Opportunity Information: Apply for RFA IP 19 002
This funding opportunity, titled "Increasing Influenza and Tdap Vaccination of Pregnant Women in Obstetric/Gynecologic Practices in Large Health Systems through Quality Improvement Interventions," is a CDC cooperative agreement designed to support a randomized controlled trial focused on improving adult immunization practices in prenatal care settings. The core purpose is to test whether structured quality improvement interventions can meaningfully raise vaccination coverage for two key maternal vaccines, seasonal influenza and Tdap, among pregnant patients receiving care in obstetric/gynecologic practices. The work is intended to take place inside a large health system and must include at least two OB/GYN practices that already stock both influenza and Tdap vaccines, since the interventions are aimed at improving delivery and uptake rather than solving vaccine access through stocking alone.
The project is framed as an effectiveness evaluation using an RCT design, meaning applicants are expected to implement and rigorously assess one or more quality improvement strategies under real-world conditions and compare outcomes between study arms. In practical terms, the trial would likely examine how changes in clinic workflow, provider prompts, standing orders, staff training, performance feedback, patient reminders, or electronic health record-based interventions affect whether pregnant patients receive recommended vaccinations during prenatal visits. The emphasis on a randomized design signals that the CDC is looking for strong causal evidence about what works best in OB/GYN practice environments, not just descriptive reporting or simple before-and-after comparisons.
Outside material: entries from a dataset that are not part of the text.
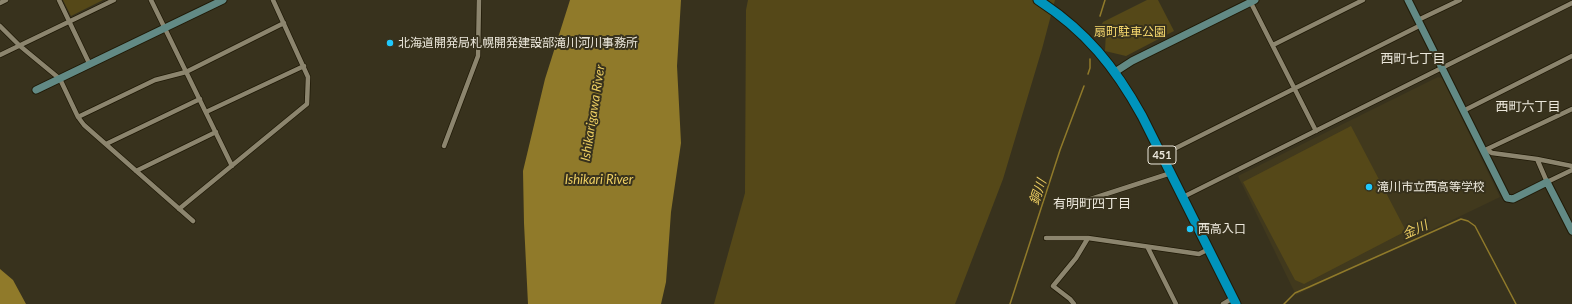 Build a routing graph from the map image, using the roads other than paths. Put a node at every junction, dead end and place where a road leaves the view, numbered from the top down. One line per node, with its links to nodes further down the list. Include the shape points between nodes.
1 (6, 0): 13 (street)
2 (59, 0): 15 (street)
3 (114, 0): 15 (street)
4 (151, 0): 19 (street)
5 (222, 0): 19 (street)
6 (272, 0): 16 (street)
7 (479, 0): 40 (street, via 478,56)
8 (1038, 0): 28 (highway, 451, via 1096,48)
9 (1363, 0): 20 (street)
10 (1408, 0): 17 (street)
11 (1460, 0): 17 (street)
12 (1252, 1): 20 (street); 28 (street, via 1132,61)
13 (0, 3)
14 (1572, 3): 26 (street)
15 (69, 21): 21 (street); 24 (street)
16 (284, 23): 25 (street); 27 (street)
17 (1420, 23): 26 (street); 30 (street)
18 (0, 26): 21 (street)
19 (165, 28): 24 (street); 27 (street)
20 (1273, 45): 30 (street)
21 (20, 46): 22 (street); 29 (street)
22 (0, 55)
23 (1572, 56): 34 (street)
24 (90, 64): 29 (street)
25 (304, 66): 35 (street); 44 (street, via 308,77 307,104)
26 (1442, 68): 34 (street); 37 (street)
27 (186, 72): 32 (street); 36 (street, via 154,80)
28 (1116, 72): 42 (highway, 451)
29 (60, 79): 31 (street); 36 (street)
30 (1294, 89): 37 (street); 42 (street)
31 (36, 90)
32 (200, 99): 35 (street); 39 (street)
33 (1572, 109): 41 (street)
34 (1463, 111): 41 (street)
35 (206, 112): 38 (street)
36 (78, 117): 39 (street)
37 (1316, 131): 50 (street)
38 (216, 132): 44 (street); 47 (street)
39 (106, 144): 47 (street)
40 (444, 146)
41 (1485, 150): 43 (street, via 1492,154); 49 (street, via 1507,198 1513,199)
42 (1162, 155): 48 (highway, 451)
43 (1537, 159): 45 (street); 49 (street)
44 (232, 166): 52 (street)
45 (1572, 166)
46 (1572, 170): 49 (street)
47 (136, 171): 52 (street)
48 (1171, 173): 50 (highway, 451); 51 (street)
49 (1547, 182): 54 (street)
50 (1183, 197): 58 (highway, 451)
51 (1066, 207)
52 (179, 209): 53 (street)
53 (193, 221)
54 (1572, 229)
55 (1046, 238): 56 (street)
56 (1088, 238): 57 (street); 60 (street, via 1076,258 1053,286)
57 (1148, 248): 58 (street, via 1199,254); 61 (street)
58 (1209, 249): 59 (highway, 451)
59 (1235, 301): 62 (street)
60 (1074, 304)
61 (1176, 304)
62 (1223, 304) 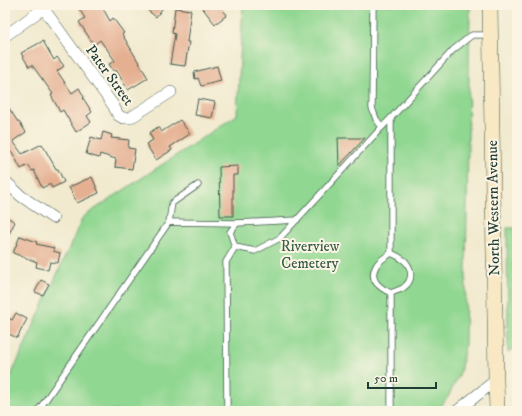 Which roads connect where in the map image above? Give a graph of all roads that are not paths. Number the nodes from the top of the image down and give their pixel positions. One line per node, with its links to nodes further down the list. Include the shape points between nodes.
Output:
1 (373, 5): 8 (lane, via 372,108)
2 (490, 5): 4 (main road, North Western Avenue)
3 (44, 6): 5 (street); 6 (street, Pater Street, via 118,115 130,118)
4 (491, 35): 7 (lane, via 472,35 453,50); 18 (main road, North Western Avenue)
5 (5, 36)
6 (171, 92)
7 (391, 118): 8 (lane); 16 (lane)
8 (382, 127): 12 (lane)
9 (5, 181): 11 (street, via 21,196)
10 (198, 185): 13 (lane, via 172,203)
11 (53, 218)
12 (297, 220): 14 (lane); 15 (lane, via 280,238 255,251)
13 (169, 222): 14 (lane); 19 (lane)
14 (237, 223): 15 (lane, via 230,232)
15 (235, 247): 20 (lane, via 226,262)
16 (391, 253): 17 (lane, via 380,261 374,273 377,285); 17 (lane, via 404,260 411,276 403,289)
17 (391, 293): 21 (lane)
18 (496, 380): 22 (street); 23 (main road, North Western Avenue)
19 (38, 411)
20 (226, 411)
21 (391, 411)
22 (457, 411)
23 (497, 411)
The eligible applicant pool is broad and includes governmental public health entities and a wide range of partner organizations that commonly participate in applied public health research and healthcare improvement work. Eligible applicants include state, county, and city or township governments; special district governments; independent school districts; public and state-controlled institutions of higher education; federally recognized tribal governments and other tribal organizations; public housing authorities/Indian housing authorities; and nonprofit organizations both with and without 501(c)(3) status (excluding higher education institutions when specified by category). The listing also includes an "Others" category with additional eligibility details referenced in the full announcement, which typically covers additional types of entities that can demonstrate the capacity to conduct the required work in collaboration with a large health system and applicable public health jurisdictions.
From an administrative standpoint, the opportunity is categorized as discretionary funding and uses a cooperative agreement mechanism, which generally means the CDC expects substantial involvement during the project period. Cooperative agreements often include technical assistance, collaboration on study design and evaluation, shared decisions about major project elements, and ongoing reporting requirements. The funding activity category is health, and it is associated with CFDA number 93.185. The opportunity was created on October 31, 2018, with an original application deadline of January 29, 2019, and applications were required to be submitted electronically by 5:00 p.m. Eastern Time on the due date.
In terms of scale, the maximum award amount listed is $500,000, and the CDC anticipated making two awards. This suggests a relatively focused set of funded projects, likely selected for strong study design, access to appropriate clinical sites and patient populations, and the ability to implement and measure quality improvement interventions in a way that produces credible, generalizable findings. Overall, the opportunity is structured to generate high-quality evidence on how large health systems and OB/GYN practices can improve maternal vaccination delivery, with the public health goal of increasing protection for pregnant women and their infants against influenza and pertussis through better clinical implementation of existing vaccine recommendations.Apply for RFA IP 19 002
- The Department of Health and Human Services, Centers for Disease Control and Prevention - ERA in the health sector is offering a public funding opportunity titled "Increasing Influenza and Tdap Vaccination of Pregnant Women in Obstetric/Gynecologic Practices in Large Health Systems through Quality Improvement Interventions" and is now available to receive applicants.
- Interested and eligible applicants and submit their applications by referencing the CFDA number(s): 93.185.
- This funding opportunity was created on Oct 31, 2018.
- Applicants must submit their applications by Jan 29, 2019 Electronically submitted applications must be submitted no later than 500 p.m., ET, on the listed application due date.. (Agency may still review applications by suitable applicants for the remaining/unused allocated funding in 2026.)
- Each selected applicant is eligible to receive up to $500,000.00 in funding.
- The number of recipients for this funding is limited to 2 candidate(s).
- Eligible applicants include: State governments, County governments, City or township governments, Special district governments, Independent school districts, Public and State controlled institutions of higher education, Native American tribal governments (Federally recognized), Public housing authorities/Indian housing authorities, Native American tribal organizations (other than Federally recognized tribal governments), Nonprofits having a 501(c)(3) status with the IRS, other than institutions of higher education, Nonprofits that do not have a 501(c)(3) status with the IRS, other than institutions of higher education, Others (see text field entitled Additional Information on Eligibility for clarification).